William Methwold (sometimes spelled Methold), (baptised 1590 in South Pickenham, near Swaffham, Norfolk; died 5 March 1653, Kensington), was an English merchant and colonial administrator in India. He is credited with identifying the site of Bombay as a strategic port.

A fictional character in the novel Midnight's Children by author Salman Rushdie bears the same name and is described as a direct descendant. (See List of Midnight's Children characters). He himself appears as a character in 1637: The Peacock Throne by Eric Flint and Griffin Barber.

==Life==
He was the son of Thomas Methwold and his wife, Susan both of Swaffham, Norfolk. Sir William Methold, Chief Baron of the Irish Exchequer was his uncle, and Sir John Cheke, tutor to King Edward VI, was his great-great-uncle. At the age of sixteen he was apprenticed to an English merchant, and served him for four years in London and then five in Middelburg, Netherlands. During this time he gained knowledge of Latin, and became fluent in Dutch and French.

In September 1615 Methwold was accepted for service in the East India Company as a linguist and sailed in its 1616 fleet to Surat, in Gujarat, India. He travelled much in India, and visited the diamond mines of Golconda in 1621, being the first Englishman to accomplish the journey. His narrative of his Indian travels, entitled Relations of the Kingdome of Golchonda and other neighbouring Nations within the Gulfe of Bengal &c., was printed in 1626, when Methold had returned to England, in the fifth volume of Samuel Purchas's Pilgrims.

He prospered as a merchant in the employ of the company from a base in Masulipatam on the Coromandel coast. He practiced some private trading, which was forbidden by company rules and in 1622 was recalled to England to answer charges which he freely admitted . He left the company and spent a number of years practicing as an independent trader but reconciled with it in 1628 when he was given the freedom of the East India Company, entitling him to become a shareholder.

While in England he was married in April 1624 to Mary Wright (d. 1652), daughter of William Wright of Sevenoaks, Kent. With her he had two sons who both became merchants.
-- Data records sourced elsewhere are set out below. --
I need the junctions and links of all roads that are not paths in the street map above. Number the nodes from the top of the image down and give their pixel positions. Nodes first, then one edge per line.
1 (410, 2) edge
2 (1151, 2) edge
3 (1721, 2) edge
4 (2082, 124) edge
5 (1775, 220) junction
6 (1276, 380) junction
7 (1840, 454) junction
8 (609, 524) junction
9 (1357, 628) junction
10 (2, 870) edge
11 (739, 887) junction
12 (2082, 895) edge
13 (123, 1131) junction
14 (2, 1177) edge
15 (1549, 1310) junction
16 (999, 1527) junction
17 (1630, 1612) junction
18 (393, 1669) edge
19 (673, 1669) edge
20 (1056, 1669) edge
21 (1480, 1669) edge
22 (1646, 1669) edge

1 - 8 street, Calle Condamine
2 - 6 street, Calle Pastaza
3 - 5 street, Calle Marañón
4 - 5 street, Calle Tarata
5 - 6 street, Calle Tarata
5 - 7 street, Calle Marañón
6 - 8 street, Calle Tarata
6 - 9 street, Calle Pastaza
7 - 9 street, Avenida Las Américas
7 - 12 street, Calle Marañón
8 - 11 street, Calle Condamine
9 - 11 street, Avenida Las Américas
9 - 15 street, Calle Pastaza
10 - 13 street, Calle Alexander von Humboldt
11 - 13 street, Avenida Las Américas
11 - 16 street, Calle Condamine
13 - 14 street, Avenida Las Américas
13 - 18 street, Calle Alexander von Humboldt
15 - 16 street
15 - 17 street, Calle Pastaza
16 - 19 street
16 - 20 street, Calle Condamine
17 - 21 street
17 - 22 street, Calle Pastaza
His skill as a negotiator and linguist, he could by now also converse in Persian, the language of the Mughal court and high officials, were noted and he was appointed president of Surat in November 1633. In 1635 he negotiated the Goa Convention, a pact with the Portuguese which ceased hostilities in India and gave English ships access to Portuguese resources. Around this time he began to lobby for the acquisition of Bombay from the Portuguese as a supremely suitable trading centre on the west coast of India. The company eventually acquired it in 1668 from Charles II, to whom Bombay had been ceded in his marriage to the Portuguese princess, Catherine of Braganza as part of her dowry.
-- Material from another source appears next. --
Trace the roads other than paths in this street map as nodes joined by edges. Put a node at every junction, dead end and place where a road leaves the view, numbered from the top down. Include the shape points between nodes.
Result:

Methwold was elected deputy governor of the East India Company in 1643 and was re-elected annually thereafter until his death. Methwold negotiated the amalgamation of the East India Company's with the rival Assada Company in 1649.
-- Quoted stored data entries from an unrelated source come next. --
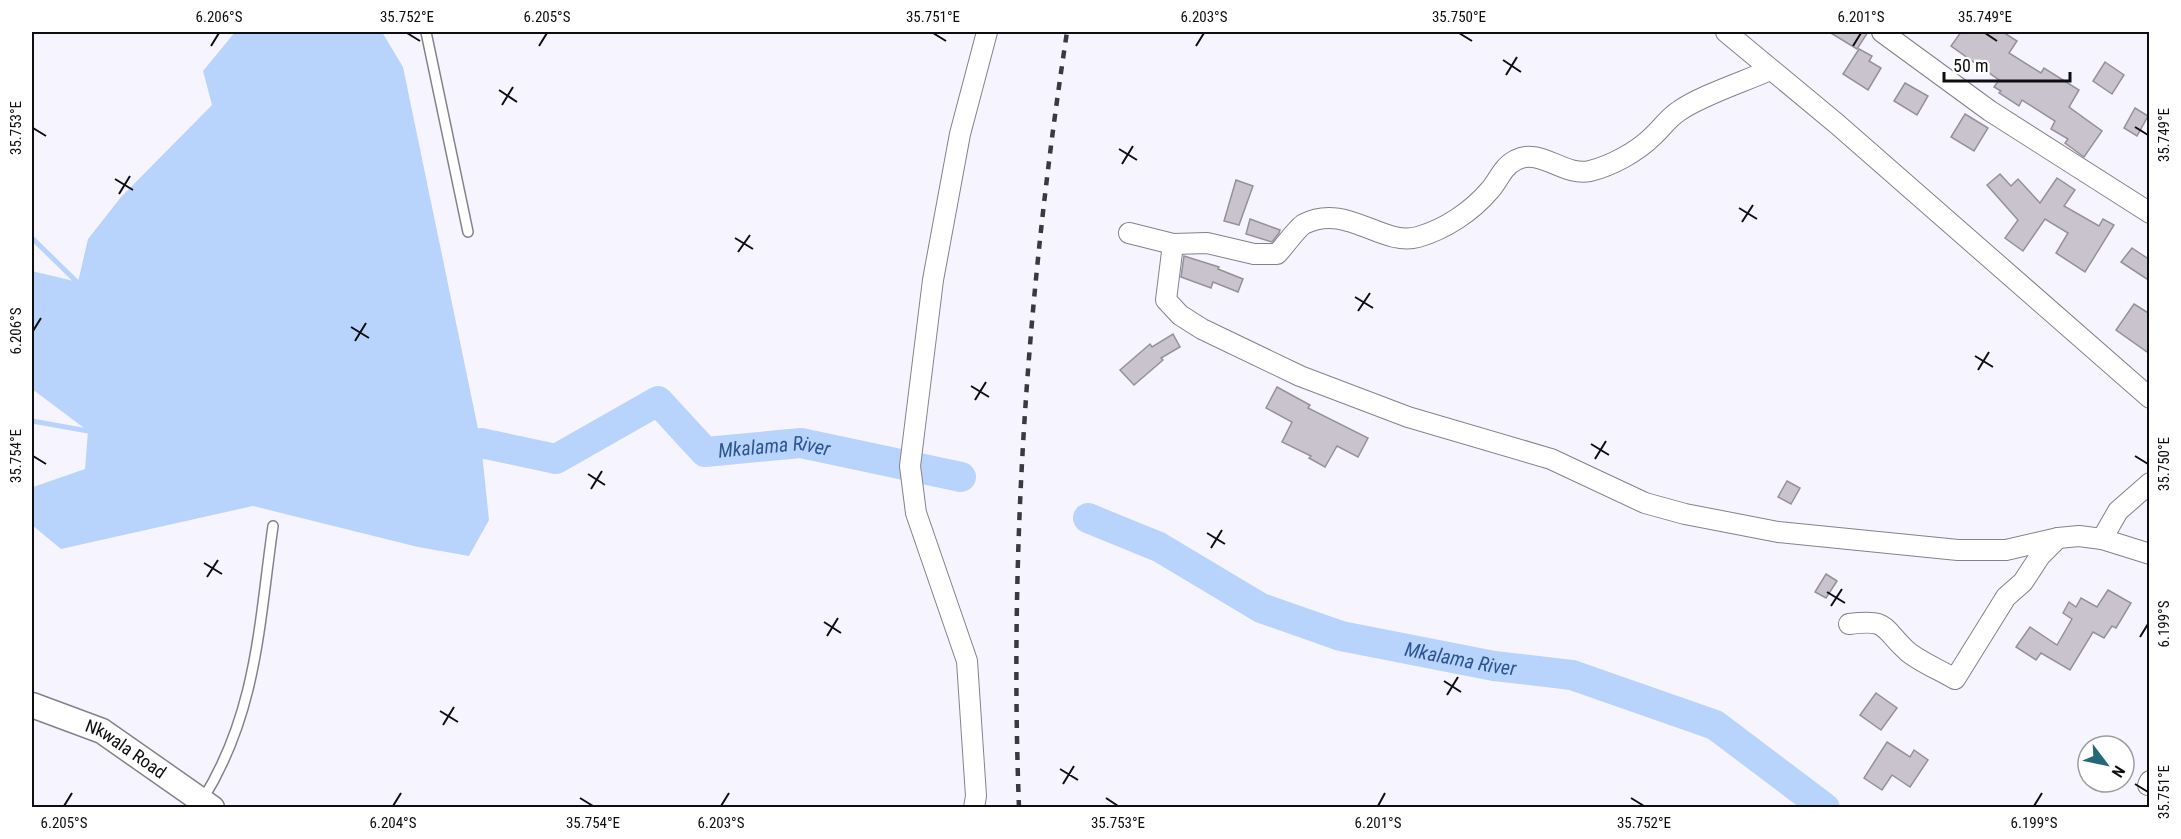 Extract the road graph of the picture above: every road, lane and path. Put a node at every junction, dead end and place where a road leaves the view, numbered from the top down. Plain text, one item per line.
1 (426, 32) edge
2 (987, 32) edge
3 (1725, 32) edge
4 (1882, 32) edge
5 (1770, 70) junction
6 (2150, 213) edge
7 (468, 232) dead end
8 (1129, 232) dead end
9 (1173, 244) junction
10 (2150, 398) edge
11 (2150, 483) edge
12 (273, 526) dead end
13 (2058, 538) junction
14 (2102, 539) junction
15 (2150, 554) edge
16 (1849, 624) dead end
17 (32, 705) edge
18 (207, 804) edge
19 (974, 807) edge

1 - 7 lane
2 - 19 street
3 - 5 street
4 - 6 street
5 - 9 street
5 - 10 street
8 - 9 street
9 - 13 street
11 - 14 street
12 - 18 lane
13 - 14 street
13 - 16 street
14 - 15 street
17 - 18 street, Nkwala Road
Around 1640 he acquired Hale House and adjoining land in Kensington, London, as his home in England. His wife died in October 1652 and in February 1653 he married a widow, Sarah Rolfe (d. 1678?), daughter of Sir Richard Dean. Methwold himself died on 5 March 1653, at his mansion, Hale House, afterwards known as Cromwell House, Kensington, aged 63 years. He was buried, under the name Meathall, in St Mary Abbots Church, Kensington, on 10 March 1653. Cromwell House was pulled down in 1850 to form a site for the Great Exhibition.
During his lifetime Methwold had also bought land in Yorkshire, Wiltshire, and Somerset, and buildings near Charing Cross.

==Works==
- A Relation of Golconda, which appeared in the 1626 edition of Samuel Purchas's Purchas his Pilgrimage. It includes brief descriptions of the kingdoms of Arakan, Pegu, and Tenasserim.